Question

20. Jogger A can run laps at the rate of 2 minutes per lap. Jogger B can run laps on the same track at the rate of 150 seconds per lap. If they start at the same place and time and run in the same direction, how long (in time) will it be before they are at the starting place again at the same time?

A) 5 minutes

B) 300 seconds

C) 10 minutes

Answer 1

Solution:

We are given that:

Jogger A can run laps at the rate of 2 minutes per lap. That is: in 2*60 = 120 second per lap.

Jogger B can run laps on the same track at the rate of 150 seconds per lap.

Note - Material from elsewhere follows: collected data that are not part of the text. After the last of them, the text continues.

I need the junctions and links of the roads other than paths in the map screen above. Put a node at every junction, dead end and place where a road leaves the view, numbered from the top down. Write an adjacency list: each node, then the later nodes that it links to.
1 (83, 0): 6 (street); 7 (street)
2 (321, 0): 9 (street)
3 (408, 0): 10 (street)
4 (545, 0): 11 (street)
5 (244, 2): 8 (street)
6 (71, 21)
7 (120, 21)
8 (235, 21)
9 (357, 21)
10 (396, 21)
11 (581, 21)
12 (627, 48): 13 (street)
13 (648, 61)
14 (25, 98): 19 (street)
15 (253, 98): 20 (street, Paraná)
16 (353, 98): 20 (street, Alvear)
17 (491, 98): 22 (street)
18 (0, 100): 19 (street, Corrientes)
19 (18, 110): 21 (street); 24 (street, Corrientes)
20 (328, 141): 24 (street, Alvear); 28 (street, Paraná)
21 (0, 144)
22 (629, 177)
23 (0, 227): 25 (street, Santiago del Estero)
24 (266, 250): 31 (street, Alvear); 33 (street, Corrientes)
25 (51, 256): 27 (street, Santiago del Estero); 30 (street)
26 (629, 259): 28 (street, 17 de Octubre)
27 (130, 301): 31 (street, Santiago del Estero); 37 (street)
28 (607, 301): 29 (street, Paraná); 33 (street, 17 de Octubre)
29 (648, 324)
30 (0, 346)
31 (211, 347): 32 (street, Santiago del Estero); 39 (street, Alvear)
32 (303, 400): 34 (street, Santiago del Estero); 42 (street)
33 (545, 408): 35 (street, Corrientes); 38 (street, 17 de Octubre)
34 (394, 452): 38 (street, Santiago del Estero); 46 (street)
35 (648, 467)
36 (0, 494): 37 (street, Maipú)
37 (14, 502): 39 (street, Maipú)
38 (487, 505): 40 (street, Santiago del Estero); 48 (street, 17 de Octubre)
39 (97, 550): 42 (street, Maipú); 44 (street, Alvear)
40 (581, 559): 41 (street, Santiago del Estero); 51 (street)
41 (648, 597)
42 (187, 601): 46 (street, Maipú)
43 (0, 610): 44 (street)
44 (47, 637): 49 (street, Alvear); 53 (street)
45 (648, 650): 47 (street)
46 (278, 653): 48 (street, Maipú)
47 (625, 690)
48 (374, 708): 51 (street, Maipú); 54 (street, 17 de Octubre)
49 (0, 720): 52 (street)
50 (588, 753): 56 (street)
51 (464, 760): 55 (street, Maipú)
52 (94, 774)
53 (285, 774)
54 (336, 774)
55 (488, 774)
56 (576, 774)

Lets suppose Lap distance is 100 meter.

Then:

for Jogger A it took 120 seconds for 100 meter, then for rate meter per second = 100 / 120 = 0.833333 m/s.

and for Jogger B it took 150 seconds for 100 meter, then for rate meter per second = 100 / 150 = 0.666667 m/s.

Jogger A took 120 seconds to complete a lap of 100 meter and for Jogger B it took 150 seconds.

So when Jogger B completes Lap, Jogger A covers extra distance of 150-120=30 seconds.

That means Jogger A is 30 second ahead of Jogger B.

So in that 30 seconds Jogger A covers distance = Rate * Time = 0.833333 * 30 = 25 meter.

So in one lap , when Jogger B completes Lap in 150 seconds, Jogger A covers extra 25 meter distance in the same time.

In second Lap , when Jogger B finishes his lap in 150 seconds, in that time Jogger A covers extra 25 meters , so total extra distance = 25 + 25 = 50 meters

In third lap, when Jogger B finishes his lap in 150 seconds, in that time Jogger A covers extra 25 meters , so total extra distance = 25 + 25 +25 = 75 meters

In fourths lap. when Jogger B finishes his lap in 150 seconds, in that time Jogger A covers extra 25 meters , so total extra distance = 25 + 25 +25 + 25 = 100 meters

So it took 4 laps of 150 seconds to meet Jogger A and B at starting point.

Thus total time = 4 * 150 = 600 second = 600 / 60 = 10 minutes.

Thus it took 10 minutes to meet Jogger A and B at starting point.